- _What the task asks_
All of the data, except its images, should be set down exactly as it appears.

- _Source information_
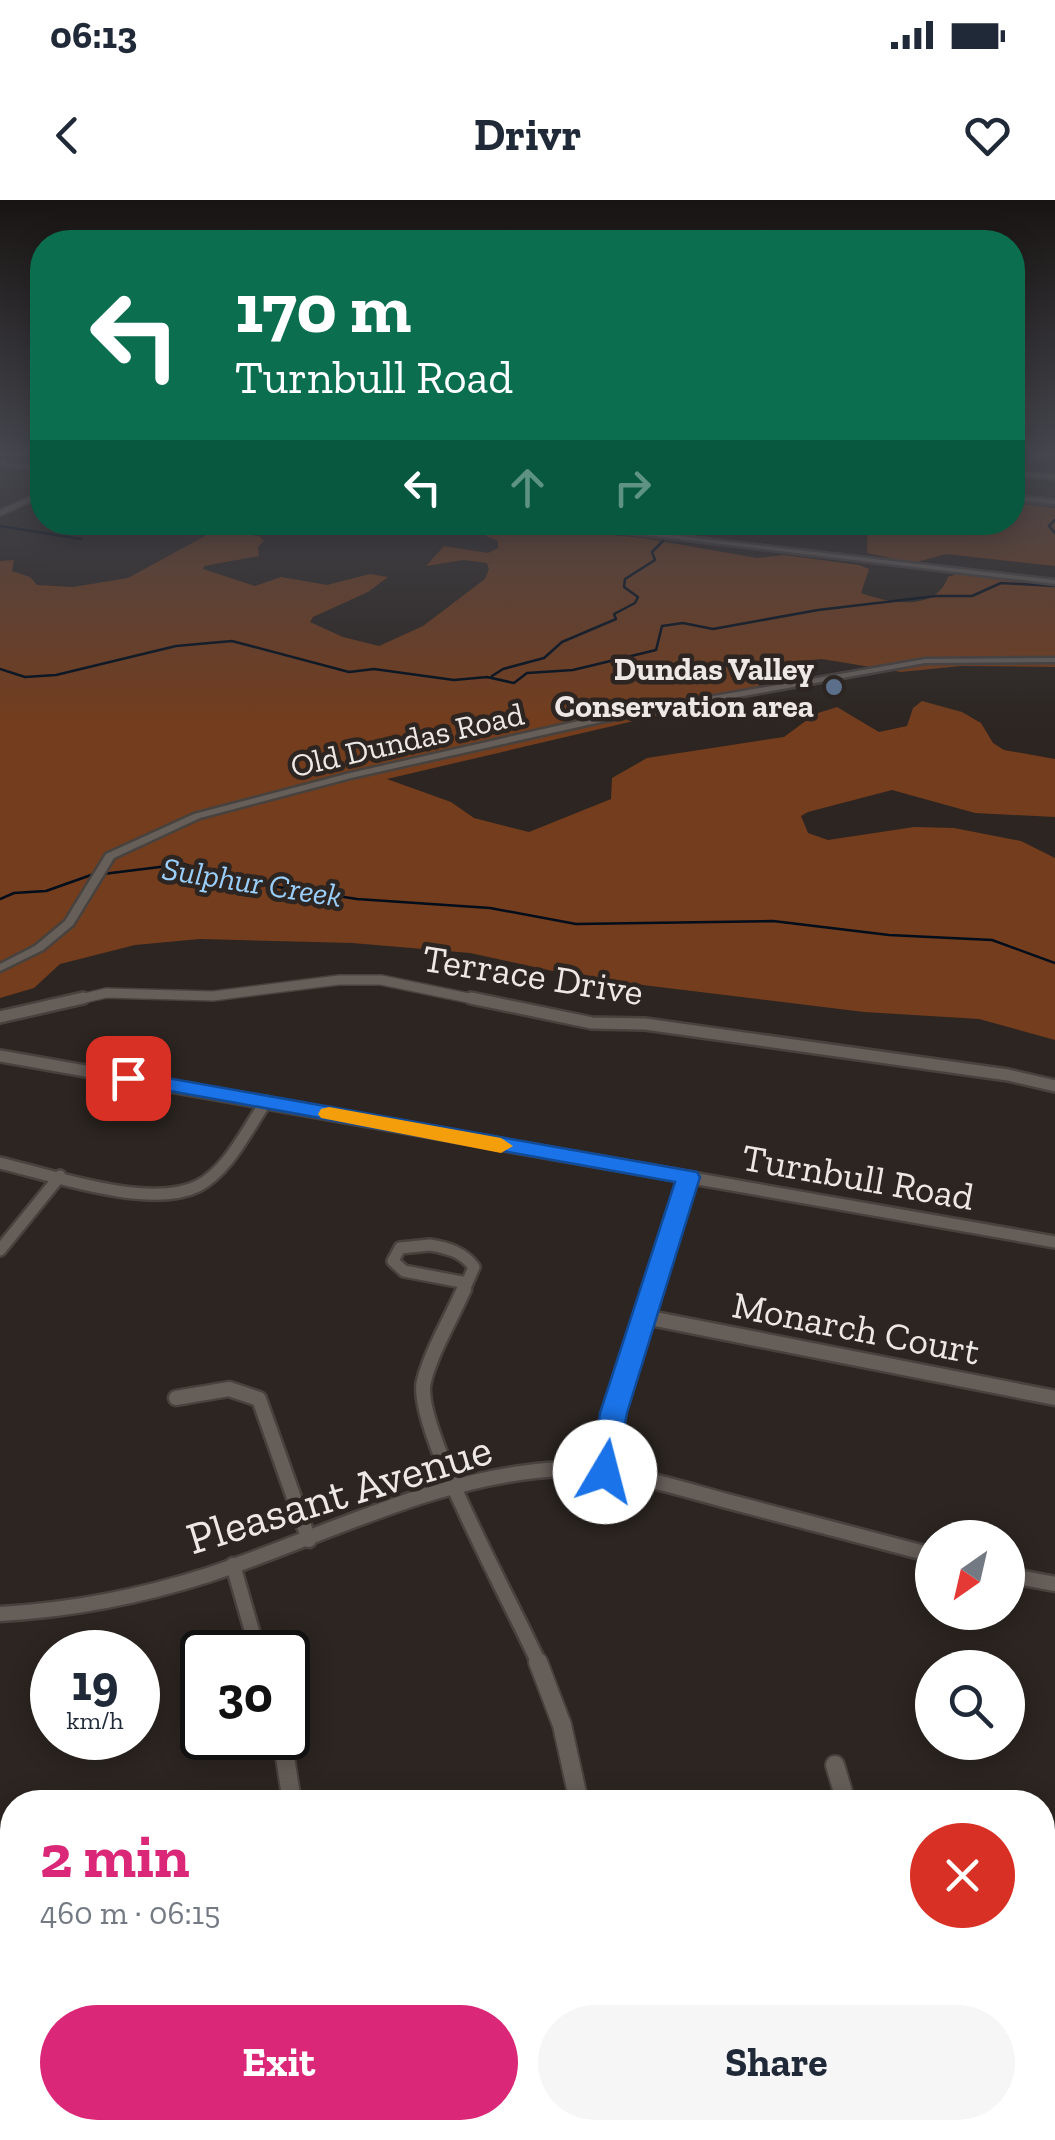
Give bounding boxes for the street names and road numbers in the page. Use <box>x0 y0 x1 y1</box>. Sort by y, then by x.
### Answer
street label: Old Dundas Road <box>287 695 528 785</box>
street label: Terrace Drive <box>419 935 647 1015</box>
street label: Turnbull Road <box>738 1134 978 1220</box>
street label: Monarch Court <box>729 1282 983 1374</box>
street label: Pleasant Avenue <box>180 1422 498 1566</box>

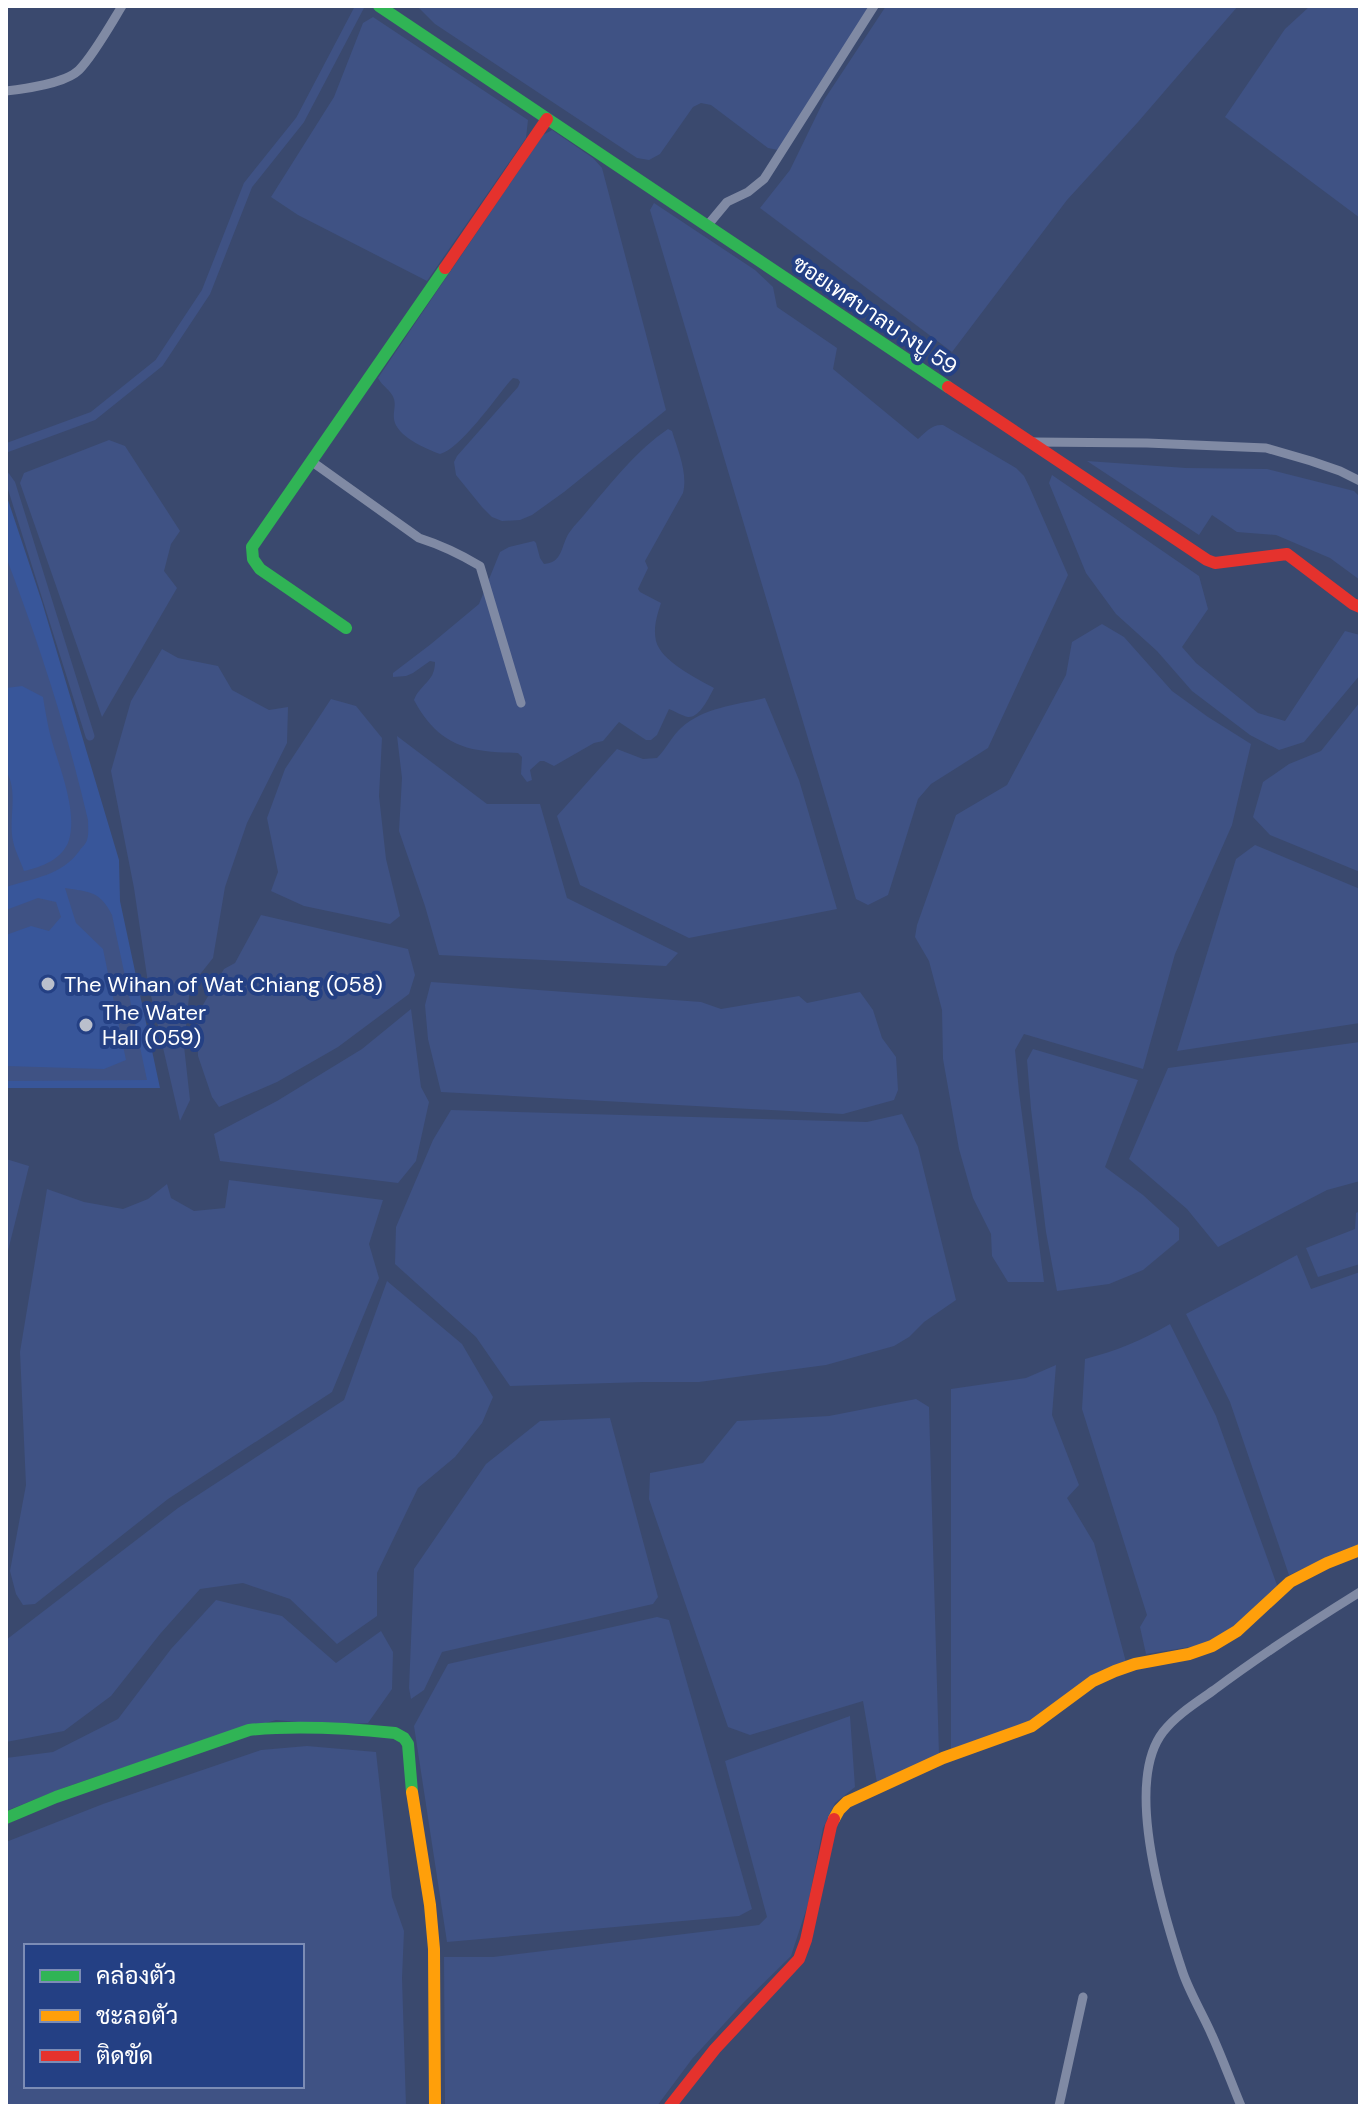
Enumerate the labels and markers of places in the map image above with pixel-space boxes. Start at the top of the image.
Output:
place label: The Wihan of Wat Chiang (058) [64,970,383,999]
marker: The Wihan of Wat Chiang (058) [39,975,57,993]
place label: The Water Hall (059) [102,998,206,1052]
marker: The Water Hall (059) [77,1016,95,1034]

- _Answer_
Give bounding boxes for the street names and road numbers in the page. Use <box>x0 y0 x1 y1</box>. Sort by y, then by x.
### Answer
street label: Old Dundas Road <box>287 695 528 785</box>
street label: Terrace Drive <box>419 935 647 1015</box>
street label: Turnbull Road <box>738 1134 978 1220</box>
street label: Monarch Court <box>729 1282 983 1374</box>
street label: Pleasant Avenue <box>180 1422 498 1566</box>

Enumerate the labels and markers of places in the map image above with pixel-space boxes. Start at the top of the image.
Output:
place label: The Wihan of Wat Chiang (058) [64,970,383,999]
marker: The Wihan of Wat Chiang (058) [39,975,57,993]
place label: The Water Hall (059) [102,998,206,1052]
marker: The Water Hall (059) [77,1016,95,1034]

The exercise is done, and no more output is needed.